Mapping and alignment: Reads files (FASTQ) were generated from the sequencing platform via the manufacturer’s proprietary software. Reads were aligned to the hg19/b37 reference genome using the Burrows-Wheeler Aligner (BWA) package v0.6.1 (19). Local realignment of the mapped reads around potential insertion/deletion (Indel) sites was carried out with the Genome Analysis Tool Kit (GATK) v1.6 (20). Duplicate reads were marked using Picard v1.62. Additional BAM file manipulations were performed with Samtools 0.1.18 (21). Base quality (Phred scale) scores were recalibrated using GATK’s covariance recalibration. SNP and Indel variants called using the GATK Unified Genotyper for each sample (22). Variants were called using high stringency settings and annotated with VarAFT software 2.131 (23) containing information from dbSNP147 and ExAC (24).
C- Genes of interest:
WES raw data were evaluated for the genes GSTM1 and NAT2, previously associated with BC in addition to an analysis of the following panel of genes involved in different types of hereditary cancer: AIP, ALK, APC, ATM, ATR, AXIN2, BAP1, BARD1, BLM, BMPR1A, BRCA1, BRCA2, BRIP1, BUB1B, CASR, CDC73, CDH1, CDK4, CDKN1B, CDKN1C, CDKN2A, CEBPA, CHEK2, CTC1, CTNNA1, CYLD, DDB2, DICER1, DIS3L2, DKC1, EGLN1, EPCAM, ERCC1, ERCC2, ERCC3, ERCC4, ERCC5, EXT1, EXT2, EZH2, FAN1, FANCA, FANCB, FANCC, FANCD2, FANCE, FANCF, FANCG, FANCI, FANCL, FANCM, FH, FLCN, GALNT12, GATA2, GPC3, GREM1, HOXB13, HRAS, KIF1B, KIT, LZTR1, MAX, MC1R, MEN1, MET, MITF, MLH1, MLH3, MRE11, MSH2, MSH6, MUTYH, NBN, NF1, NF2, NHP2, NOP10, NTHL1, PALB2, PDGFRA, PHOX2B, PMS2, POLD1, POLE, POLH, POT1, PRKAR1A, PRSS1, PTCH1, PTCH2, PTEN, RAD50, RAD51C, RAD51D, RB1, RECQL4, RET, RUNX1, SDHA, SDHAF2, SDHB, SDHC, SDHD, SLC45A2, SLX4, SMAD4, SMARCA4, SMARCB1, SMARCE1, STK11, SUFU, TERC, TERT, TINF2, TMEM127, TP53, TSC1, TSC2, TYR, VHL, WRAP53, WRN, WT1, XPA, XPC, and XRCC2.
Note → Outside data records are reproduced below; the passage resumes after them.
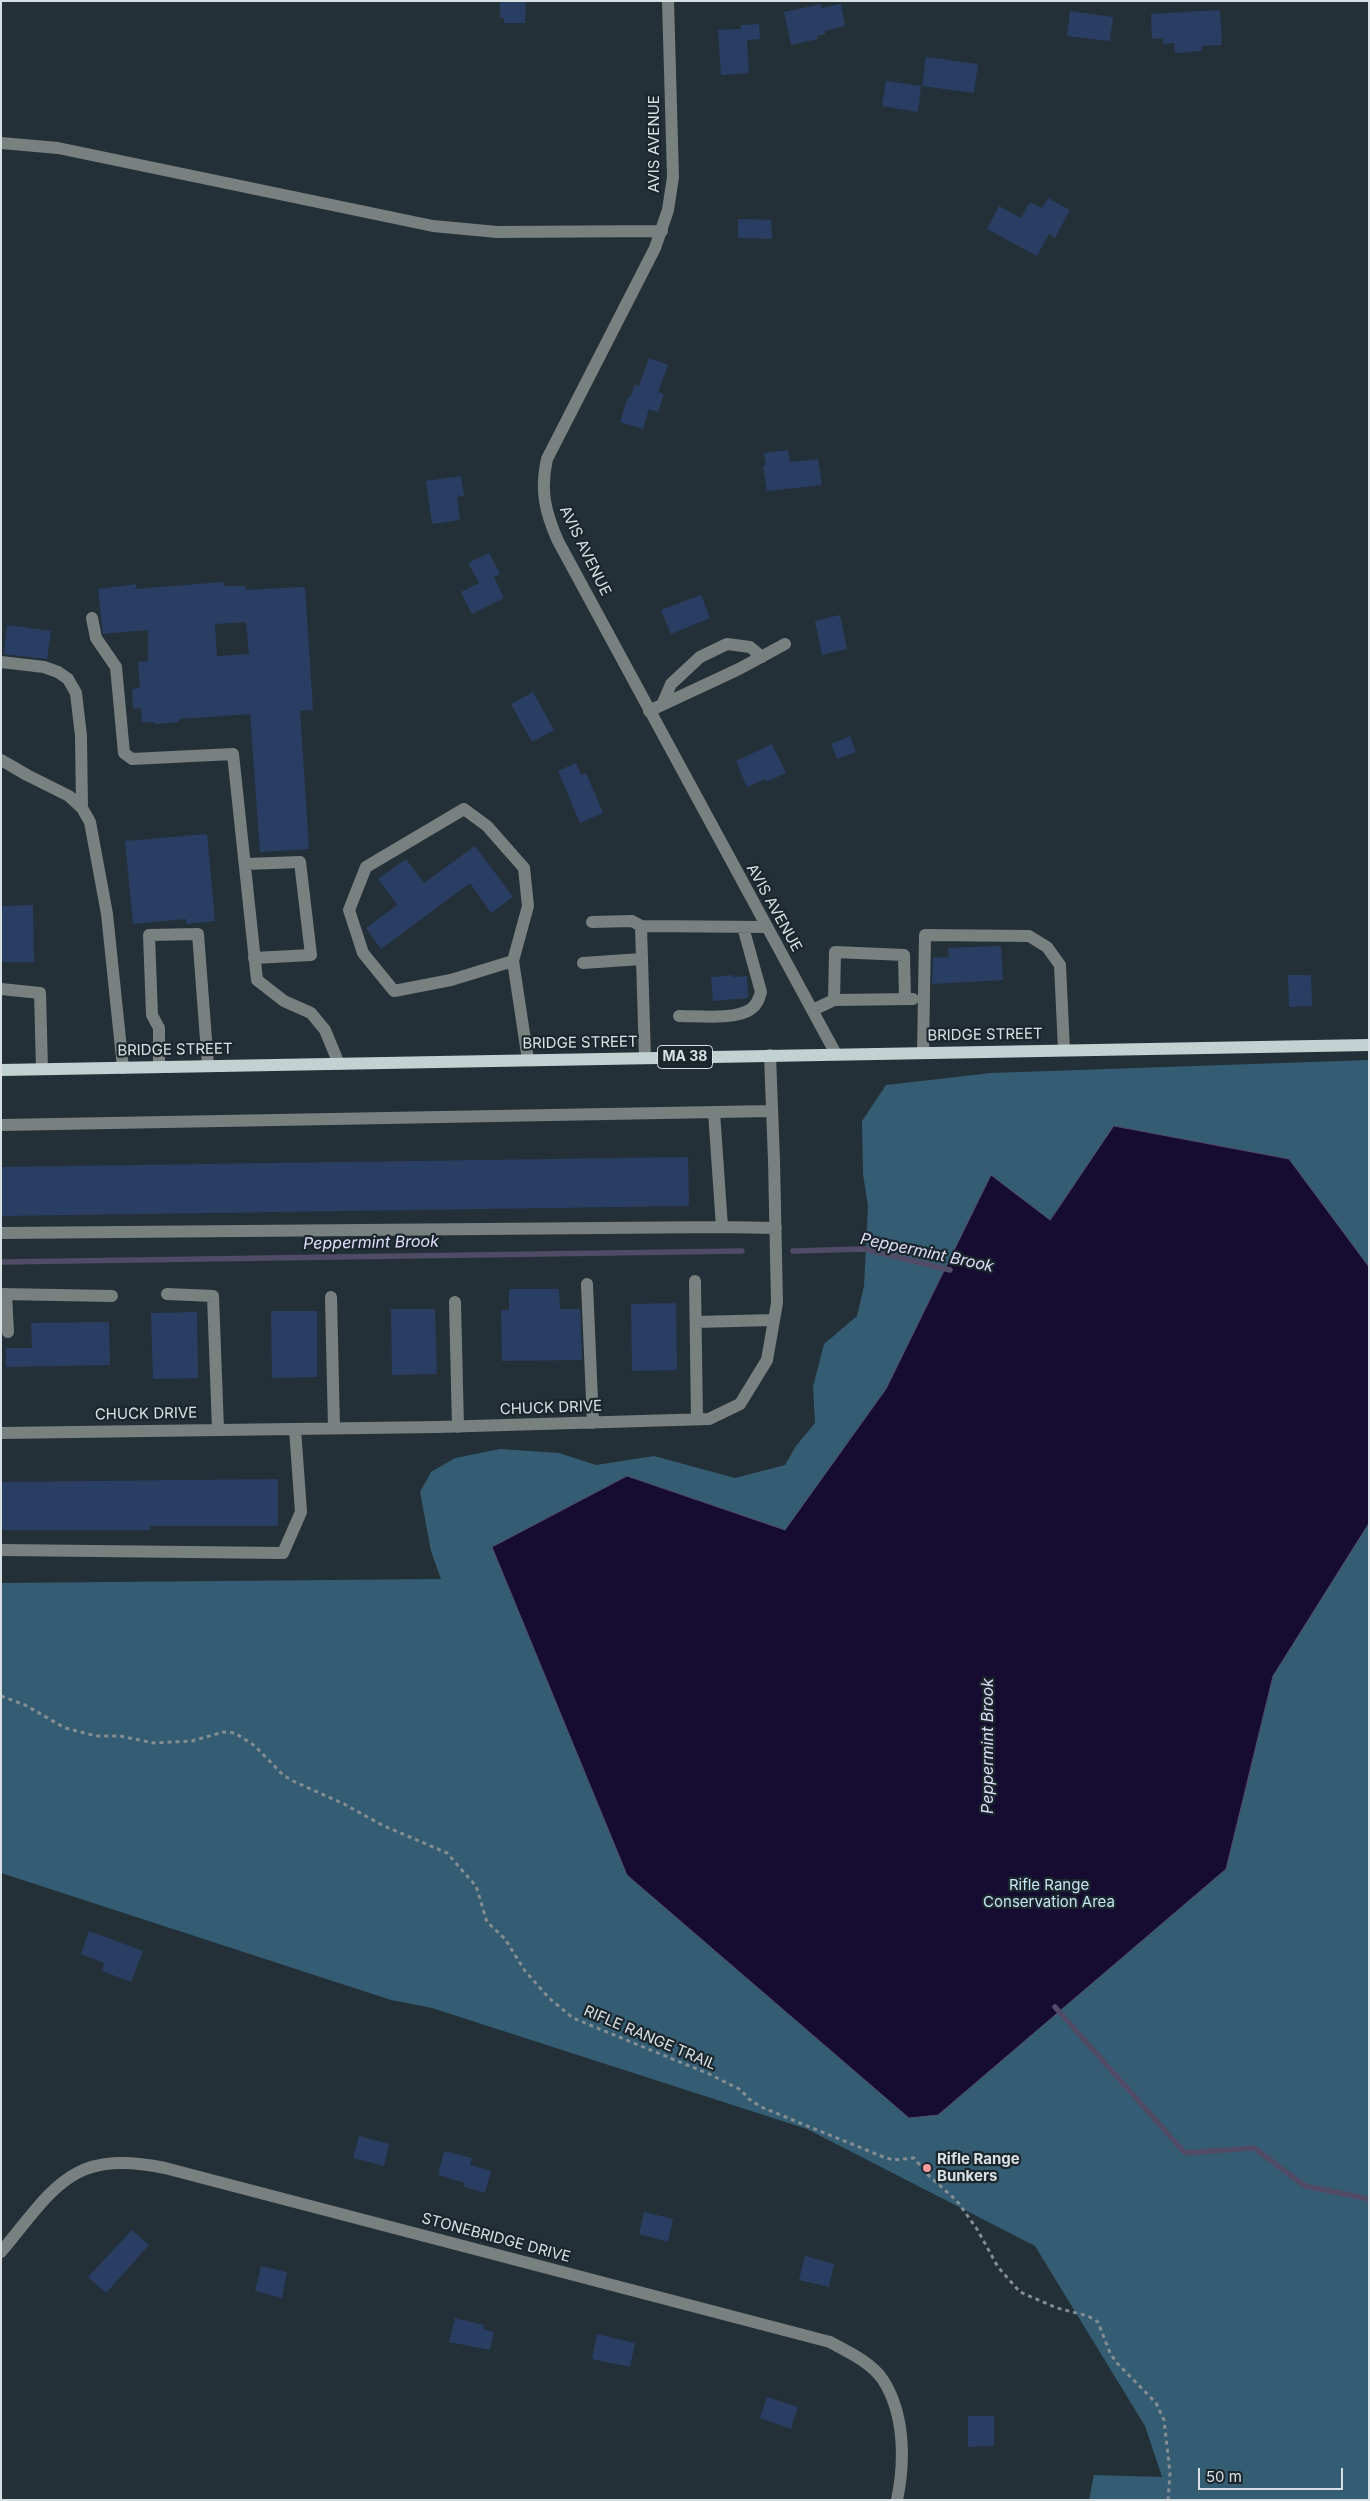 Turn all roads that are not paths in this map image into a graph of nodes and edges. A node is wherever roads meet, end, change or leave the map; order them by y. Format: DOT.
graph roads {
  1 [pos="668,1"];
  2 [pos="1,143"];
  3 [pos="662,231"];
  4 [pos="92,618"];
  5 [pos="785,644"];
  6 [pos="762,656"];
  7 [pos="1,662"];
  8 [pos="662,705"];
  9 [pos="649,711"];
  10 [pos="1,760"];
  11 [pos="82,808"];
  12 [pos="246,864"];
  13 [pos="592,922"];
  14 [pos="641,926"];
  15 [pos="765,926"];
  16 [pos="743,927"];
  17 [pos="254,958"];
  18 [pos="641,959"];
  19 [pos="514,961"];
  20 [pos="583,963"];
  21 [pos="1,989"];
  22 [pos="905,999"];
  23 [pos="924,999"];
  24 [pos="834,1000"];
  25 [pos="813,1010"];
  26 [pos="679,1016"];
  27 [pos="1369,1045"];
  28 [pos="1064,1050"];
  29 [pos="923,1053"];
  30 [pos="836,1054"];
  31 [pos="770,1055"];
  32 [pos="645,1058"];
  33 [pos="528,1060"];
  34 [pos="339,1064"];
  35 [pos="208,1066"];
  36 [pos="159,1067"];
  37 [pos="123,1068"];
  38 [pos="42,1069"];
  39 [pos="1,1070"];
  40 [pos="714,1112"];
  41 [pos="772,1112"];
  42 [pos="1,1125"];
  43 [pos="722,1227"];
  44 [pos="776,1228"];
  45 [pos="1,1232"];
  46 [pos="695,1281"];
  47 [pos="587,1284"];
  48 [pos="3,1294"];
  49 [pos="167,1294"];
  50 [pos="112,1296"];
  51 [pos="331,1297"];
  52 [pos="455,1302"];
  53 [pos="774,1320"];
  54 [pos="696,1322"];
  55 [pos="8,1332"];
  56 [pos="697,1420"];
  57 [pos="593,1423"];
  58 [pos="458,1427"];
  59 [pos="295,1428"];
  60 [pos="334,1428"];
  61 [pos="218,1429"];
  62 [pos="1,1433"];
  63 [pos="1,1550"];
  64 [pos="1,2252"];
  65 [pos="897,2500"];
  1 -- 3 [label="street, AVIS AVENUE"];
  2 -- 3 [label="street"];
  3 -- 9 [label="street, AVIS AVENUE"];
  4 -- 12 [label="street"];
  5 -- 6 [label="street"];
  6 -- 8 [label="street"];
  6 -- 8 [label="street"];
  7 -- 11 [label="street"];
  8 -- 9 [label="street"];
  9 -- 15 [label="street, AVIS AVENUE"];
  10 -- 11 [label="street"];
  11 -- 37 [label="street"];
  12 -- 17 [label="street"];
  12 -- 17 [label="street"];
  13 -- 14 [label="street"];
  14 -- 16 [label="street"];
  14 -- 18 [label="street"];
  15 -- 16 [label="street"];
  15 -- 25 [label="street, AVIS AVENUE"];
  16 -- 26 [label="street"];
  17 -- 34 [label="street"];
  18 -- 20 [label="street"];
  18 -- 32 [label="street"];
  19 -- 19 [label="street"];
  19 -- 33 [label="street"];
  21 -- 38 [label="street"];
  22 -- 23 [label="street"];
  22 -- 24 [label="street"];
  22 -- 24 [label="street"];
  23 -- 28 [label="street"];
  23 -- 29 [label="street"];
  24 -- 25 [label="street"];
  25 -- 30 [label="street, AVIS AVENUE"];
  27 -- 28 [label="main road, BRIDGE STREET / MA 38"];
  28 -- 29 [label="main road, BRIDGE STREET / MA 38"];
  29 -- 30 [label="main road, BRIDGE STREET / MA 38"];
  30 -- 31 [label="main road, BRIDGE STREET / MA 38"];
  31 -- 32 [label="main road, BRIDGE STREET / MA 38"];
  31 -- 41 [label="street, CHUCK DRIVE"];
  32 -- 33 [label="main road, BRIDGE STREET / MA 38"];
  33 -- 34 [label="main road, BRIDGE STREET / MA 38"];
  34 -- 35 [label="main road, BRIDGE STREET / MA 38"];
  35 -- 36 [label="main road, BRIDGE STREET / MA 38"];
  35 -- 36 [label="street"];
  36 -- 37 [label="main road, BRIDGE STREET / MA 38"];
  37 -- 38 [label="main road, BRIDGE STREET / MA 38"];
  38 -- 39 [label="main road, BRIDGE STREET / MA 38"];
  40 -- 41 [label="street"];
  40 -- 42 [label="street"];
  40 -- 43 [label="street"];
  41 -- 44 [label="street, CHUCK DRIVE"];
  43 -- 44 [label="street"];
  43 -- 45 [label="street"];
  44 -- 53 [label="street, CHUCK DRIVE"];
  46 -- 54 [label="street"];
  47 -- 57 [label="street"];
  48 -- 50 [label="street"];
  48 -- 55 [label="street"];
  49 -- 61 [label="street"];
  51 -- 60 [label="street"];
  52 -- 58 [label="street"];
  53 -- 54 [label="street"];
  53 -- 56 [label="street, CHUCK DRIVE"];
  54 -- 56 [label="street"];
  56 -- 57 [label="street, CHUCK DRIVE"];
  57 -- 58 [label="street, CHUCK DRIVE"];
  58 -- 60 [label="street, CHUCK DRIVE"];
  59 -- 60 [label="street, CHUCK DRIVE"];
  59 -- 61 [label="street, CHUCK DRIVE"];
  59 -- 63 [label="street"];
  61 -- 62 [label="street, CHUCK DRIVE"];
  64 -- 65 [label="street, STONEBRIDGE DRIVE"];
} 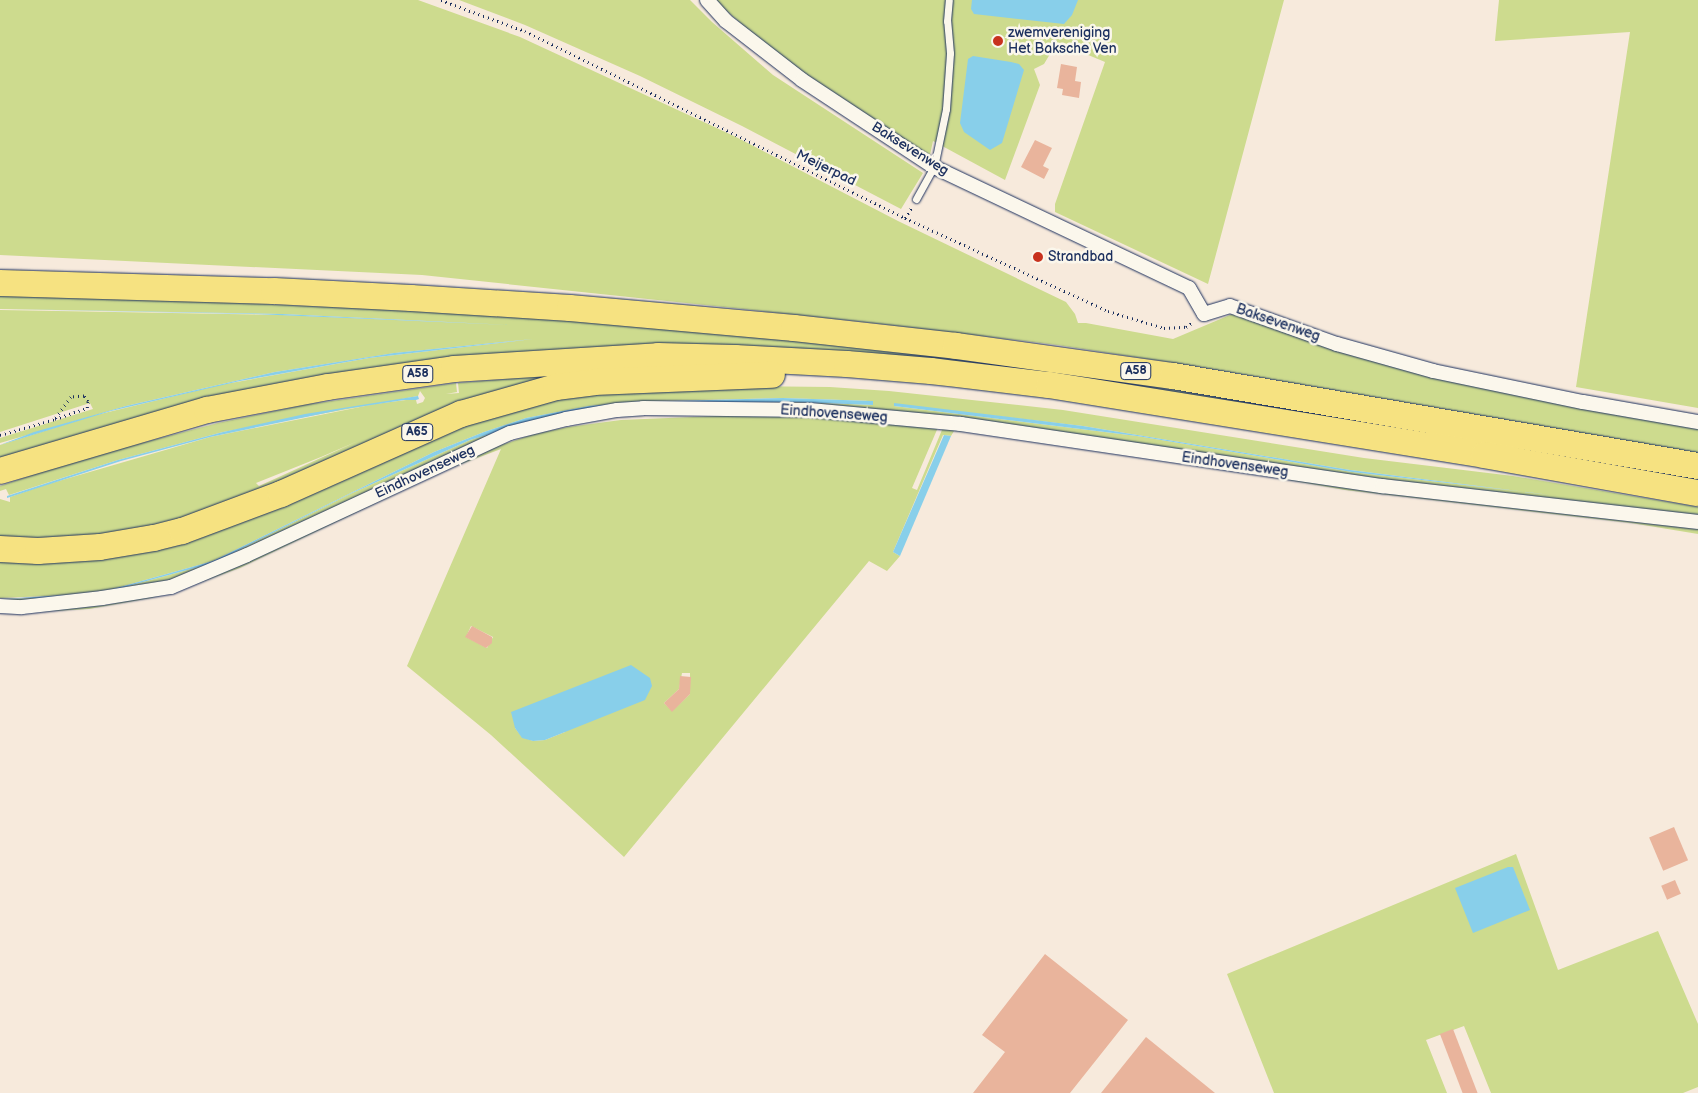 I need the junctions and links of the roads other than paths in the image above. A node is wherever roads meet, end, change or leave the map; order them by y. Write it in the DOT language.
graph roads {
  1 [pos="708,0"];
  2 [pos="949,0"];
  3 [pos="934,167"];
  4 [pos="916,199"];
  5 [pos="0,267"];
  6 [pos="0,283"];
  7 [pos="102,286"];
  8 [pos="847,364"];
  9 [pos="1698,422"];
  10 [pos="1698,466"];
  11 [pos="0,471"];
  12 [pos="1698,493"];
  13 [pos="1698,522"];
  14 [pos="0,549"];
  15 [pos="0,606"];
  1 -- 3 [label="street, Baksevenweg"];
  2 -- 3 [label="lane"];
  3 -- 4 [label="lane"];
  3 -- 9 [label="street, Baksevenweg"];
  5 -- 7 [label="highway, A58"];
  6 -- 7 [label="highway, A58"];
  7 -- 10 [label="highway, A58"];
  8 -- 11 [label="highway, A58"];
  8 -- 12 [label="highway, A58"];
  8 -- 14 [label="highway, A65"];
  13 -- 15 [label="street, Eindhovenseweg"];
}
D- Analysis and interpretation of the detected variants
Variants in the genes of interest were filtered for only protein-altering variants, including truncating variants (stop gain/loss, start loss, or frameshift), canonical splice-site variants, inframe indels affecting protein-coding regions, variants within the intron-exon boundary (ten bases flanking the exonic boundaries), and missense variants based on frequency of < 10% of occurrence in dbSNPv137, 1000 Genome, Genome Aggregation Database (gnomAD), and our in-house database containing exome data of 300 exomes. Variants obtained were evaluated according to ClinVar. Those who were reported, at least once, to be pathogenic in ClinVar were initially retained then re-assessed based on prediction softwares and literature review (25).